Lines that include the string "Rialto" are the ones to copy from the entries below.
--- RECORD EXTRACTS Enclosed Below ---
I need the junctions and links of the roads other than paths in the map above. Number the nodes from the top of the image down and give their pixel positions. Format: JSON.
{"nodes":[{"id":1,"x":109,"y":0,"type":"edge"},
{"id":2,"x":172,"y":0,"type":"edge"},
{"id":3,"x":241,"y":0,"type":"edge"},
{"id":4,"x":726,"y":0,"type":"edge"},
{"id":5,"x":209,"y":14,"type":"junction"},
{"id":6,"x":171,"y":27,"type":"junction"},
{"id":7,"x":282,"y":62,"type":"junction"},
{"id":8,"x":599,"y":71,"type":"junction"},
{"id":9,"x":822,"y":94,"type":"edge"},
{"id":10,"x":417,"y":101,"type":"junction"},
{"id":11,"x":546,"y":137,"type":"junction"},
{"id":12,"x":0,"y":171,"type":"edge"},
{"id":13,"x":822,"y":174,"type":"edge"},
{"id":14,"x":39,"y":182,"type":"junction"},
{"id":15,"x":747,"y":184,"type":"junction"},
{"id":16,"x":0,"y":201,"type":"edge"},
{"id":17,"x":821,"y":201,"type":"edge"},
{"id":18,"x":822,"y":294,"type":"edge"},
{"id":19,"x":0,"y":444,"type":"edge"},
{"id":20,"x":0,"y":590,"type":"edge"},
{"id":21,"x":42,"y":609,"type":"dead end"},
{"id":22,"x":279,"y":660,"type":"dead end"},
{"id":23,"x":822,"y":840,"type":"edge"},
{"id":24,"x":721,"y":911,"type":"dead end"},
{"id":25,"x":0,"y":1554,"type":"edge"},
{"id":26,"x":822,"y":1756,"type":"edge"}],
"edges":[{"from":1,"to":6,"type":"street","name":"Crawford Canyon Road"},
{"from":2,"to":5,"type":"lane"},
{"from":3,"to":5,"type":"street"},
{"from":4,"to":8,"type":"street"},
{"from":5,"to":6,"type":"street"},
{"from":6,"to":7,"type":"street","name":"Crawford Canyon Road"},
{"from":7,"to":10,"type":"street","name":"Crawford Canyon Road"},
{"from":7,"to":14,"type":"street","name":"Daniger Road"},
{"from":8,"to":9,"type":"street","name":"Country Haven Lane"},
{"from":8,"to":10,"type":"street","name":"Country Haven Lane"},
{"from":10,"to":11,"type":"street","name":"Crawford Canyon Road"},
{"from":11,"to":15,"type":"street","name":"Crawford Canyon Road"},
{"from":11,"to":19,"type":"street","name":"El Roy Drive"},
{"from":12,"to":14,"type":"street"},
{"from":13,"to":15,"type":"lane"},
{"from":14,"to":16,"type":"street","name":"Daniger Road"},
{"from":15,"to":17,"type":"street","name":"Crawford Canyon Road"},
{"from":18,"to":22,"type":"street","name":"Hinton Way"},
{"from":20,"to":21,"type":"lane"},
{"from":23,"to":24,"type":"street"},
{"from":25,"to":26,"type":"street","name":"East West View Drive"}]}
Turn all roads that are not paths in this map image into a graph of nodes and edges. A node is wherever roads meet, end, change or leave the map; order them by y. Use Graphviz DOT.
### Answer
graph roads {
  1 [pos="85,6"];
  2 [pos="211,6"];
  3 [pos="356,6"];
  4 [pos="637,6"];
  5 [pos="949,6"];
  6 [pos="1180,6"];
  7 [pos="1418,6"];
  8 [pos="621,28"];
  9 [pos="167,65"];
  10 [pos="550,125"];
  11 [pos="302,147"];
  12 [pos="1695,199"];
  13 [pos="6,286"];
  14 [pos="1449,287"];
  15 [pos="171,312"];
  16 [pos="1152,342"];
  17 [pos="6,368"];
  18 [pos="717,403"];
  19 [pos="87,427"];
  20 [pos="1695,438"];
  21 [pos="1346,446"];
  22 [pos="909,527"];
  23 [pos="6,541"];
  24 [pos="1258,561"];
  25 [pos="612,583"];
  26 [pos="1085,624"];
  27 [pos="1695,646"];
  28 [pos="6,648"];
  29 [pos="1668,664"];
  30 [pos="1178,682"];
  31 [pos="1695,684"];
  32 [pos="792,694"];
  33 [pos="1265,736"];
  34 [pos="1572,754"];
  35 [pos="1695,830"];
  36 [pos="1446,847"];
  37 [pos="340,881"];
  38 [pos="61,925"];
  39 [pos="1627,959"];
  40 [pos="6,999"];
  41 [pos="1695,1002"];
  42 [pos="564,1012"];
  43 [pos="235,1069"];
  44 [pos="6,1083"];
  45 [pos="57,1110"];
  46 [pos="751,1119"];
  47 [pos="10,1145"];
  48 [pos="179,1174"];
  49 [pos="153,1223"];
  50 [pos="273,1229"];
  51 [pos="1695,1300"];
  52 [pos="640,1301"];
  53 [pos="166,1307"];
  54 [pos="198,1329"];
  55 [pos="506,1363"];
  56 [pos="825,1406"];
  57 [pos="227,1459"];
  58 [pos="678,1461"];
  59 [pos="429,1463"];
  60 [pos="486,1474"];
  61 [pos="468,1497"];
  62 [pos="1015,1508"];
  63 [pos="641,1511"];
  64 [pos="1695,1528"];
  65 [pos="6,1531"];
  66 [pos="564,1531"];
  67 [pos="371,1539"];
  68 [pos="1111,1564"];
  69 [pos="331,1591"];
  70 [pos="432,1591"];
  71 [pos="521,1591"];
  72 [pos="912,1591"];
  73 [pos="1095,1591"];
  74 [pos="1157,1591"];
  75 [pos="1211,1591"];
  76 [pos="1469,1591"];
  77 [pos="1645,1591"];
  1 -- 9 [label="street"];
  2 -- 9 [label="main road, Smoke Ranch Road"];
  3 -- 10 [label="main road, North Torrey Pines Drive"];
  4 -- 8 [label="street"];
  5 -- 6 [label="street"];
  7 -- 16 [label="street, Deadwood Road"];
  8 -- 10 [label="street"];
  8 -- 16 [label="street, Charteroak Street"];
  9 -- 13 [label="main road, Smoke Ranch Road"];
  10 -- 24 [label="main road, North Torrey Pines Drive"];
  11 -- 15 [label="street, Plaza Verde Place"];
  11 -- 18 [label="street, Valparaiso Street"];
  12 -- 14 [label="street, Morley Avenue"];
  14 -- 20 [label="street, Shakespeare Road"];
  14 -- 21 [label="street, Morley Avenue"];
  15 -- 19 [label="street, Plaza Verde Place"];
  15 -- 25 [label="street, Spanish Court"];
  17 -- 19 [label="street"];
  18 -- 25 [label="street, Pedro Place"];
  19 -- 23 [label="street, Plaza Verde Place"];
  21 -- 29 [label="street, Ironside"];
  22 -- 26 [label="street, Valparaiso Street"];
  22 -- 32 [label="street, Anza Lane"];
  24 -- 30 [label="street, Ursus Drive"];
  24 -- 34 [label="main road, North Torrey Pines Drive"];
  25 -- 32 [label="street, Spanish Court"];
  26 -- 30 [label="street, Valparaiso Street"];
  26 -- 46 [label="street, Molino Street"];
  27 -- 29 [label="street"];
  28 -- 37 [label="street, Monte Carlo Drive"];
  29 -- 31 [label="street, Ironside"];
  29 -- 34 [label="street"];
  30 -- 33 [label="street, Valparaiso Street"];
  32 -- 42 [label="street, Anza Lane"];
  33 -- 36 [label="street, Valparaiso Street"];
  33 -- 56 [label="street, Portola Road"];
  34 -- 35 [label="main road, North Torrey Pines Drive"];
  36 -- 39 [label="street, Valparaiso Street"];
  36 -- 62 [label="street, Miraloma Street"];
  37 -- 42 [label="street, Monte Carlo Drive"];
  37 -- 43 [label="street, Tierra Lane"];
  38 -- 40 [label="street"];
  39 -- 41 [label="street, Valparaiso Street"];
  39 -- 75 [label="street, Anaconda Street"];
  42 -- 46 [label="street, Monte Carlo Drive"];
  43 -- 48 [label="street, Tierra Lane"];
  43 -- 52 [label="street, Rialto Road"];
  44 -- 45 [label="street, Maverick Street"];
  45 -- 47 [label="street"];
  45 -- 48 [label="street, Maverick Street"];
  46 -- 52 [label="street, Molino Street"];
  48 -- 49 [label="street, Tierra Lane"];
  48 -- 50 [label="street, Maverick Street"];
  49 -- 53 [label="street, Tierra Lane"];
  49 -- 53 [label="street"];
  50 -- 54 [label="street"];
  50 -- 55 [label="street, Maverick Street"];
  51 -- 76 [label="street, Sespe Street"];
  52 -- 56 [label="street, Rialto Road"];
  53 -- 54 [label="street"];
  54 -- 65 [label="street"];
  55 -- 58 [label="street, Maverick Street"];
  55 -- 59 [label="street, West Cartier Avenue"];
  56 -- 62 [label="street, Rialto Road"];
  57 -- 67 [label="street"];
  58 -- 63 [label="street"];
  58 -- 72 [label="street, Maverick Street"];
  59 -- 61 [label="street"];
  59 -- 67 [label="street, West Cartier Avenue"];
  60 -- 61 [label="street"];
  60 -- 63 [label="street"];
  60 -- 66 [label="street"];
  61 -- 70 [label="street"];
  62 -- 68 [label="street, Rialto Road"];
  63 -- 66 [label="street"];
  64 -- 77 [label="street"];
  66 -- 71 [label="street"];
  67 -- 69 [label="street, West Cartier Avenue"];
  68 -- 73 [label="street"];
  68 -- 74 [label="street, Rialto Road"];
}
--- End of Enclosed RECORD EXTRACTS ---
* RESPONSE BOX
  43 -- 52 [label="street, Rialto Road"];
  52 -- 56 [label="street, Rialto Road"];
  56 -- 62 [label="street, Rialto Road"];
  62 -- 68 [label="street, Rialto Road"];
  68 -- 74 [label="street, Rialto Road"];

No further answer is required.